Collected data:
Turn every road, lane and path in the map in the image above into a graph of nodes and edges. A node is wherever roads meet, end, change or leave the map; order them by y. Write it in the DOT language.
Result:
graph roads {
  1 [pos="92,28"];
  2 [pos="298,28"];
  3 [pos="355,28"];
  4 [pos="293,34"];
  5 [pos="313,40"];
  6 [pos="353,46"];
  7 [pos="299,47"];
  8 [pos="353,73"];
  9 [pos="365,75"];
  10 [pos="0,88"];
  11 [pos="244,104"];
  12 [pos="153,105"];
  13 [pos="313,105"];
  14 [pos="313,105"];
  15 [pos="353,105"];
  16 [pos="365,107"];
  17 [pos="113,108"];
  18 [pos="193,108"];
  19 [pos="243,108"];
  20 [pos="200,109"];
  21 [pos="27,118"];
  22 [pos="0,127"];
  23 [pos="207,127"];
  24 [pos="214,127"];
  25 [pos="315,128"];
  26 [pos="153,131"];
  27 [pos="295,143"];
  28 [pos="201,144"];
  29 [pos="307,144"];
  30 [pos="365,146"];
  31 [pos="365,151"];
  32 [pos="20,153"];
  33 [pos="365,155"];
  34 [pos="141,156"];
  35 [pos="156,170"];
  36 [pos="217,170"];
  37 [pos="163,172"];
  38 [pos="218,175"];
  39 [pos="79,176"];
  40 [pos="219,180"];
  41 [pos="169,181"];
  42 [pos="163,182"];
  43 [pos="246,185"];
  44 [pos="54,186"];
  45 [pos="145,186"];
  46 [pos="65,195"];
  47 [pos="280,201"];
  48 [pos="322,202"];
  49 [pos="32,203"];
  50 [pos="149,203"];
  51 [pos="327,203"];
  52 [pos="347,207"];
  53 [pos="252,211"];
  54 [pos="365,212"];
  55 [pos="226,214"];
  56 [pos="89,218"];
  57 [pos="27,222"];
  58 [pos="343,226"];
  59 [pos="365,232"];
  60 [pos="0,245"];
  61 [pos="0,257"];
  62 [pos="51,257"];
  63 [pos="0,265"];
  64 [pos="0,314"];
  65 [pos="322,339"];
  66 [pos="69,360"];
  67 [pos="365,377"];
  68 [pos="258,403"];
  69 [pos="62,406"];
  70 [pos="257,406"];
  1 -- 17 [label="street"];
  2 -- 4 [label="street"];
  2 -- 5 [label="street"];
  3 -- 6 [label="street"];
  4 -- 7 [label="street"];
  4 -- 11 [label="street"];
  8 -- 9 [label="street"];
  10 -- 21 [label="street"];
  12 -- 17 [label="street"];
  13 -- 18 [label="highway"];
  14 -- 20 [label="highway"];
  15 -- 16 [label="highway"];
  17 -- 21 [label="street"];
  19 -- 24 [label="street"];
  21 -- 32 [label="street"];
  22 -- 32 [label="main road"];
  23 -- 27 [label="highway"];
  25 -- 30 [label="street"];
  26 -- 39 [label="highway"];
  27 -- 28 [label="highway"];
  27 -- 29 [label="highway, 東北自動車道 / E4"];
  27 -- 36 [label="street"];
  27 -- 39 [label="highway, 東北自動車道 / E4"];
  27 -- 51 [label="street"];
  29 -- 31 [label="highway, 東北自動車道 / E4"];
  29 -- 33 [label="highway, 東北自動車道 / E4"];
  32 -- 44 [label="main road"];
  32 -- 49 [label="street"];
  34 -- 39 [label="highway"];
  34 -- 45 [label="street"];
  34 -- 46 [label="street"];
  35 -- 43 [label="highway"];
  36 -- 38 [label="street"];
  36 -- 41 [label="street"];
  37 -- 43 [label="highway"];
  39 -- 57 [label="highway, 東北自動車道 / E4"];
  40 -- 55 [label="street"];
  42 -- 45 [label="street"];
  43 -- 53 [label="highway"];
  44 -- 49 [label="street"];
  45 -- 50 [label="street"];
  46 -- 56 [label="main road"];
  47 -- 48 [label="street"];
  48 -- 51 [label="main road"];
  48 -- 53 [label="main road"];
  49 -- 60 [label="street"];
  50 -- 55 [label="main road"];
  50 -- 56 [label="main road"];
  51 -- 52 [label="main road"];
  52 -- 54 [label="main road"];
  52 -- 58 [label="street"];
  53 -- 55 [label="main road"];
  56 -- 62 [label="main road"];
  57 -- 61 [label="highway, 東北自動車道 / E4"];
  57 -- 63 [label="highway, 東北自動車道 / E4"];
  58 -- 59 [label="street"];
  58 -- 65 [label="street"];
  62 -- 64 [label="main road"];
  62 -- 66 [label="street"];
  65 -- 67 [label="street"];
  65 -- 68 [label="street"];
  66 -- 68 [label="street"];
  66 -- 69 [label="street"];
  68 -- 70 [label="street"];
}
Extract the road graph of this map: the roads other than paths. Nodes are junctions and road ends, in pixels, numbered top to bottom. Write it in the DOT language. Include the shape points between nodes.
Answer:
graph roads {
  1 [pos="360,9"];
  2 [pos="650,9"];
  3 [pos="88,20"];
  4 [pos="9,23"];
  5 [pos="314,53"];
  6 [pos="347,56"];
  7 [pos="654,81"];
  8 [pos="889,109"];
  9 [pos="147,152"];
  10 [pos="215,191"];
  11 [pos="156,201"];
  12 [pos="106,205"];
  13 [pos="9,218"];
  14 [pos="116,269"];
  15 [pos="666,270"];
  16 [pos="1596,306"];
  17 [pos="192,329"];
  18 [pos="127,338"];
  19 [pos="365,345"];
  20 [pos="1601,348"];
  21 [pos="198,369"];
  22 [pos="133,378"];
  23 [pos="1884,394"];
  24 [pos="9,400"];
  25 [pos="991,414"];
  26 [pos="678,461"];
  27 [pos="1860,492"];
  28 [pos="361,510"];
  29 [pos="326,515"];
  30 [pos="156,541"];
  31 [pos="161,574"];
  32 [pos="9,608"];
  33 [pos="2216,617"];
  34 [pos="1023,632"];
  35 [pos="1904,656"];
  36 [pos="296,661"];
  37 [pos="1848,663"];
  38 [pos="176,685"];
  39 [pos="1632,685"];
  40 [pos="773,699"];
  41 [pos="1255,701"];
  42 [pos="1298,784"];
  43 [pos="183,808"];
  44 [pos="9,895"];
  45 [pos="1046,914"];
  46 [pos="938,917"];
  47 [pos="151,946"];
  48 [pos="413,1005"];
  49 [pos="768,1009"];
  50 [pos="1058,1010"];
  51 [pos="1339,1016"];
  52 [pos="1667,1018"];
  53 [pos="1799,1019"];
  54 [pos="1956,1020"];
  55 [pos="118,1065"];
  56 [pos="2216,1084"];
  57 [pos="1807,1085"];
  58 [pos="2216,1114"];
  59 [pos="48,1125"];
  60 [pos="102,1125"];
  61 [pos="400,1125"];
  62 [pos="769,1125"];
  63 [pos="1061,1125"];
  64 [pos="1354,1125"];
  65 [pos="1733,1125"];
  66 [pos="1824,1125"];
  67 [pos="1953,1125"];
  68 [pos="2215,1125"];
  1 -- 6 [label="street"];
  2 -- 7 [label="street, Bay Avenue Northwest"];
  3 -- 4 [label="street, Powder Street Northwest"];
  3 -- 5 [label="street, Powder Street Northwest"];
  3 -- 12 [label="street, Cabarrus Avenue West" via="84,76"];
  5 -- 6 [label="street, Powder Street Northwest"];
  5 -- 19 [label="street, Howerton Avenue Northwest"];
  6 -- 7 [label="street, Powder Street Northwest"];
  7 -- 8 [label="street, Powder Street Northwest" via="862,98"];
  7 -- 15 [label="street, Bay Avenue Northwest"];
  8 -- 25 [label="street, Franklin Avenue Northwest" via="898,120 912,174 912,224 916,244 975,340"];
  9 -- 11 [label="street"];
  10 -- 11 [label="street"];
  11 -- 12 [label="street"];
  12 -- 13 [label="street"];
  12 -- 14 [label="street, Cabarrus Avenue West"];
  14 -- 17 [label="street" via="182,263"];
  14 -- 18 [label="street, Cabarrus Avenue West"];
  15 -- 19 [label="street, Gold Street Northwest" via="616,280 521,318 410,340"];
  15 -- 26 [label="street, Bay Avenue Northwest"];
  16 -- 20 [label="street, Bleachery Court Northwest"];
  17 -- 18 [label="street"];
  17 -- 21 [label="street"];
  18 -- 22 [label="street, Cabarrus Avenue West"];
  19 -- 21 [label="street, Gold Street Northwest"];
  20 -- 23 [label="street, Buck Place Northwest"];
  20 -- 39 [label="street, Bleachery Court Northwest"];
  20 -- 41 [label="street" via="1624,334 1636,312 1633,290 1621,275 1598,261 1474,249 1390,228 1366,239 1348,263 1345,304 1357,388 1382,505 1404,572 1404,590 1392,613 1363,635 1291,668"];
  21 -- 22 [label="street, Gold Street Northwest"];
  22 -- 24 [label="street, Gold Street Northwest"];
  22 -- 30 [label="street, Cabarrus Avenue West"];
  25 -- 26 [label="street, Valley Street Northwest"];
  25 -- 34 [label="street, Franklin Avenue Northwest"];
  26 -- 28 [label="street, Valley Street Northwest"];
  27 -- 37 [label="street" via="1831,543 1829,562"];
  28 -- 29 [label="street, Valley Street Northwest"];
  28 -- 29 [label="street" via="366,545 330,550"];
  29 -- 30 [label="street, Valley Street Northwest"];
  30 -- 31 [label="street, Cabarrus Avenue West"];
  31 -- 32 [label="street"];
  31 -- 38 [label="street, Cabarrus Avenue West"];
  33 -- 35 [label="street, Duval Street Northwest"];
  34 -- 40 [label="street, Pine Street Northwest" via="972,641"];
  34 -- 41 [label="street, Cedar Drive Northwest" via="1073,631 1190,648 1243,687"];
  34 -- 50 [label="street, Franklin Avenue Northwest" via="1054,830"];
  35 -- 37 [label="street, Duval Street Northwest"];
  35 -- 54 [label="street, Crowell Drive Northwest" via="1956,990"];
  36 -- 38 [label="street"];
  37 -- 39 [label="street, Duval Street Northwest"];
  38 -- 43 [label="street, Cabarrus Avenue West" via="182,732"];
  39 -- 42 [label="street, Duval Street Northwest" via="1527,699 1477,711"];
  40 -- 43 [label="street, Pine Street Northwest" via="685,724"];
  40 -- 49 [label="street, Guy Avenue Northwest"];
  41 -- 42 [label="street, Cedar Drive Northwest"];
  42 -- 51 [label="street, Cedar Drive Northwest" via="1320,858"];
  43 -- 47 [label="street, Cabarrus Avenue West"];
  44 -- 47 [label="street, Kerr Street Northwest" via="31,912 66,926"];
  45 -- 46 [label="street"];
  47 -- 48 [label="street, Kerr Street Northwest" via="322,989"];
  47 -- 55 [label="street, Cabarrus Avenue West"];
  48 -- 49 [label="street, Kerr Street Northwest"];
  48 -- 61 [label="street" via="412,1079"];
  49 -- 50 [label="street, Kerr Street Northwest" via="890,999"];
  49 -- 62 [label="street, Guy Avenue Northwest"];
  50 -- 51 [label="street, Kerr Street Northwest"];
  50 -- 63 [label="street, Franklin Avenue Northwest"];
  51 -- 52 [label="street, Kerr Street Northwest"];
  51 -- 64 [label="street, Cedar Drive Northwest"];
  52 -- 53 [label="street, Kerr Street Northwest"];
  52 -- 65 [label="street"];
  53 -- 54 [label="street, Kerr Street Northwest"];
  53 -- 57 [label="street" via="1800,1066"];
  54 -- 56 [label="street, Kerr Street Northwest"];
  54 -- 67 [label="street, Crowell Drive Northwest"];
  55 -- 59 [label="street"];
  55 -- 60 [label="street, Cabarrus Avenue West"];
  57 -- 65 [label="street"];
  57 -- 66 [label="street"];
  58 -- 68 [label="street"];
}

→ PROBLEM STATEMENT
Lines with the word "Write" in them are the answer; report each one from the data.

→ SOLUTION TO THIS EXERCISE
Turn every road, lane and path in the map in the image above into a graph of nodes and edges. A node is wherever roads meet, end, change or leave the map; order them by y. Write it in the DOT language.
Extract the road graph of this map: the roads other than paths. Nodes are junctions and road ends, in pixels, numbered top to bottom. Write it in the DOT language. Include the shape points between nodes.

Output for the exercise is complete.